Necropolis Awakened is a 2002 American action-horror film written and directed by Garrett White. It stars Duke White, Brandon White, and Garrett White in multiple roles. An evil corporation bent on world domination begins their genetic experimentation in a small Oregon town, but they find unexpected resistance from an alcoholic veteran.

== Plot ==
Skyhook, a small Oregon town, is chosen to be the new headquarters of Neo-Genentrix. Nefarious Thorne, the genocidal CEO, unleashes a genetic experiment that converts most of the inhabitants of Skyhook into zombies. Unsatisfied with anything less than complete domination, Thorne brings in assassins to hunt down the last remaining human, Bob, an alcoholic war hero and survivalist who was initially responsible for inviting Neo-Genentrix in Skyhook. When Bob evades the mercenaries, Thorne himself tracks him down and captures him. However, Bob is able to turn the tables on his captors and stop their plans for world domination.

== Cast ==
- Duke White as Bob and Judas
- Brandon White as Johnny Gog, Nefarious Thorne, and Graven
- Garrett White as Tiden
- Brandon Dubisar as Detroit
- Coren Slogowski as Billie Sigmund

== Production ==
Necropolis Awakened was shot in Madras, Oregon over a period of 90 days, starting in May 2002. Duke, the father of Brandon and Garrett, initially rejected the idea of a zombie film, as he felt the concept was played out.
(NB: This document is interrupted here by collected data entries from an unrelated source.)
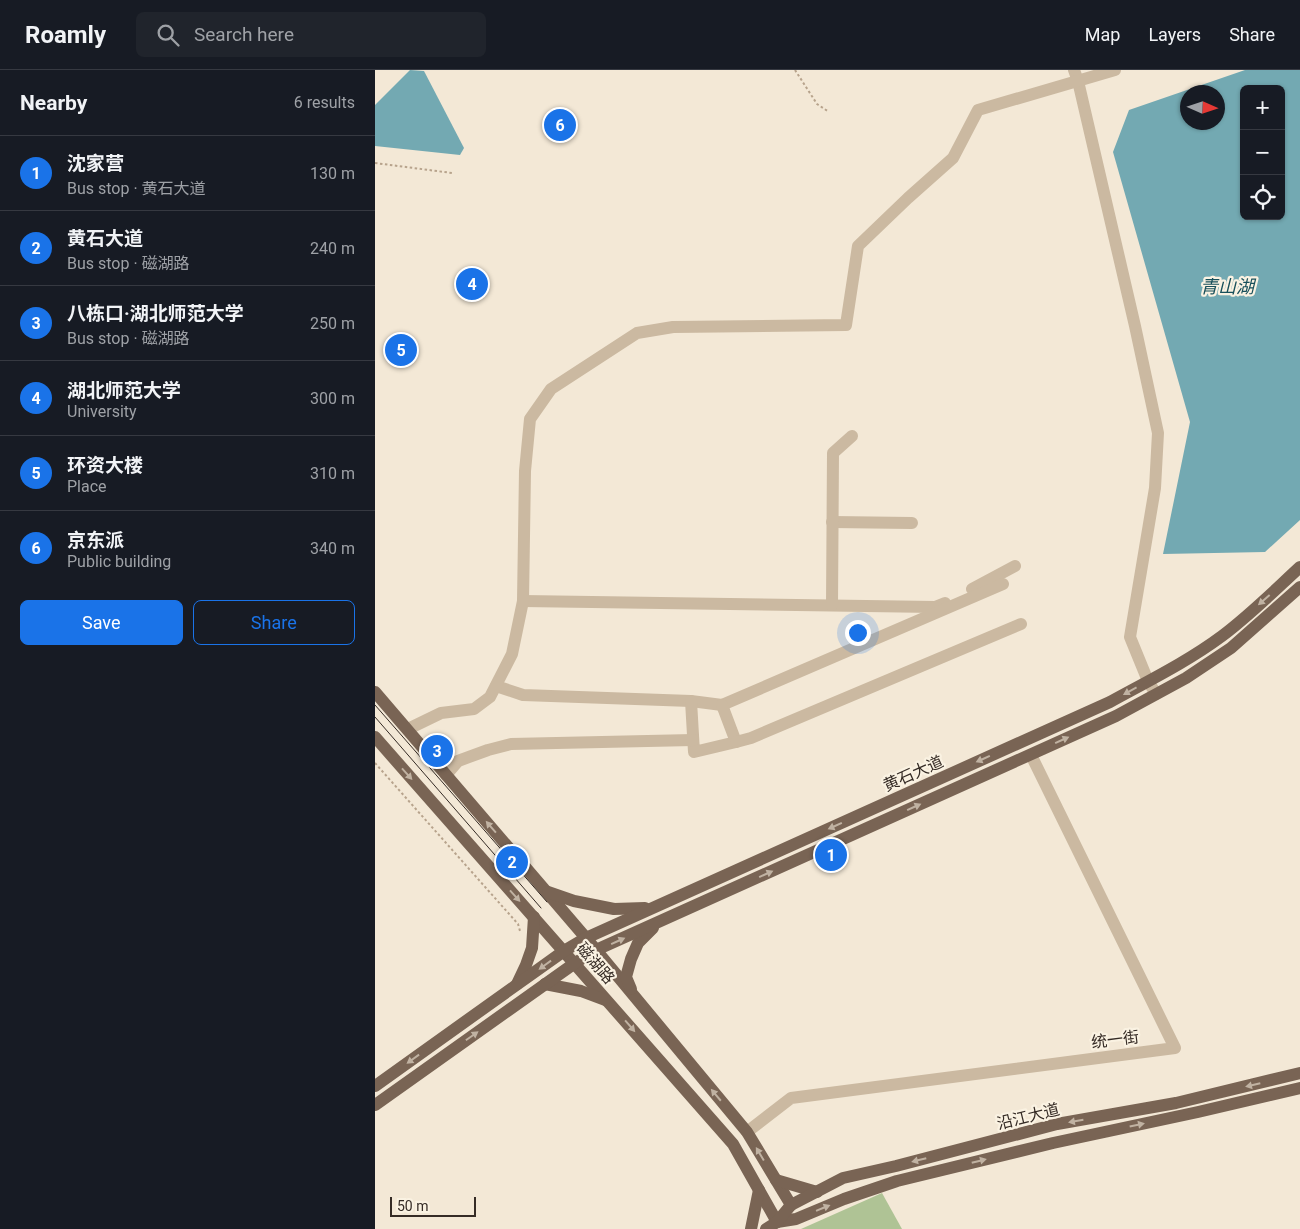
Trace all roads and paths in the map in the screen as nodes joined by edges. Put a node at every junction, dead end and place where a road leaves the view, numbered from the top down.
1 (795, 70) edge
2 (1115, 70) edge
3 (1076, 76) edge
4 (829, 112) dead end
5 (375, 163) edge
6 (452, 173) dead end
7 (852, 436) dead end
8 (833, 522) junction
9 (911, 522) dead end
10 (1015, 566) dead end
11 (1300, 567) edge
12 (1003, 584) dead end
13 (1300, 587) edge
14 (523, 601) junction
15 (832, 605) junction
16 (1021, 624) dead end
17 (1148, 681) junction
18 (495, 686) junction
19 (375, 692) edge
20 (1156, 694) junction
21 (691, 701) junction
22 (721, 705) junction
23 (407, 729) junction
24 (375, 737) edge
25 (693, 740) junction
26 (736, 742) junction
27 (1031, 754) junction
28 (375, 763) edge
29 (446, 775) junction
30 (545, 891) junction
31 (652, 908) junction
32 (534, 917) junction
33 (658, 923) junction
34 (520, 931) dead end
35 (586, 938) junction
36 (596, 950) junction
37 (564, 951) junction
38 (575, 963) junction
39 (545, 984) junction
40 (516, 986) junction
41 (632, 994) junction
42 (608, 1001) junction
43 (1300, 1073) edge
44 (375, 1086) edge
45 (1300, 1088) edge
46 (375, 1105) edge
47 (747, 1132) junction
48 (776, 1180) junction
49 (759, 1190) junction
50 (817, 1192) junction
51 (791, 1205) junction
52 (772, 1226) edge
53 (751, 1229) edge

1 - 4 path
2 - 3 street
3 - 14 street
3 - 17 street
5 - 6 path
7 - 8 street
8 - 9 street
8 - 15 street
10 - 15 street
11 -> 17 main road, 黄石大道
12 - 22 street
13 - 20 main road, 黄石大道
14 - 15 street
14 - 18 street
16 - 26 street
17 - 20 street
17 -> 31 main road, 黄石大道
18 - 21 street
18 - 23 street
19 - 23 main road, 磁湖路
27 -> 20 main road, 黄石大道
21 - 22 street
21 - 25 street
22 - 26 street
23 - 29 main road, 磁湖路
24 -> 32 main road, 磁湖路
25 - 26 street
25 - 29 street
33 -> 27 main road, 黄石大道
27 - 47 street, 统一街
28 - 34 path
30 -> 29 main road, 磁湖路
30 - 31 main road
30 - 35 main road, 磁湖路
31 - 35 main road, 黄石大道
32 - 37 main road, 磁湖路
32 - 40 main road
36 -> 33 main road, 黄石大道
33 - 41 main road
35 - 36 main road, 磁湖路
35 - 37 main road, 黄石大道
36 - 38 main road, 黄石大道
36 - 41 main road, 磁湖路
37 - 38 main road, 磁湖路
37 -> 40 main road, 黄石大道
38 - 39 main road, 黄石大道
38 - 42 main road, 磁湖路
39 - 42 main road
46 -> 39 main road, 黄石大道
40 -> 44 main road, 黄石大道
47 -> 41 main road, 磁湖路
42 -> 49 main road, 磁湖路
43 -> 50 main road, 沿江大道
52 -> 45 main road, 沿江大道
48 -> 47 main road, 磁湖路
48 - 50 main road
48 - 51 main road, 磁湖路
49 - 52 main road, 磁湖路
49 - 53 main road
50 - 51 main road, 沿江大道
51 - 52 main road, 沿江大道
Garrett was able to convince Duke that an action-horror hybrid film could be original. Local residents volunteered as extras, and the sheriff's department allowed shooting at a newly built jail. The Whites later worked more closely with the sheriff's department after someone mistakenly alerted the FBI about possible terrorist activity.

== Release ==
Necropolis Awakened premiered in Madras, Oregon and received a limited theatrical release in December 2002.

== Reception ==
Mike Watt of Film Threat rated it 3/5 stars and wrote that it is a likely cult film whose deficiencies "come with the indie territory." In a mixed review, Bill Gibron of DVD Verdict called it an "ambitious, flawed, and ultimately unsatisfying film." Joblo.com rated it 5/10 stars and wrote, "Necropolis Awakened is an ambitious low-budget flick that doesn't always have the script, the actors or the coin to back it up, but is still definitely a cut above its ilk." Peter Dendle called it a "ridiculous micro-budget opus".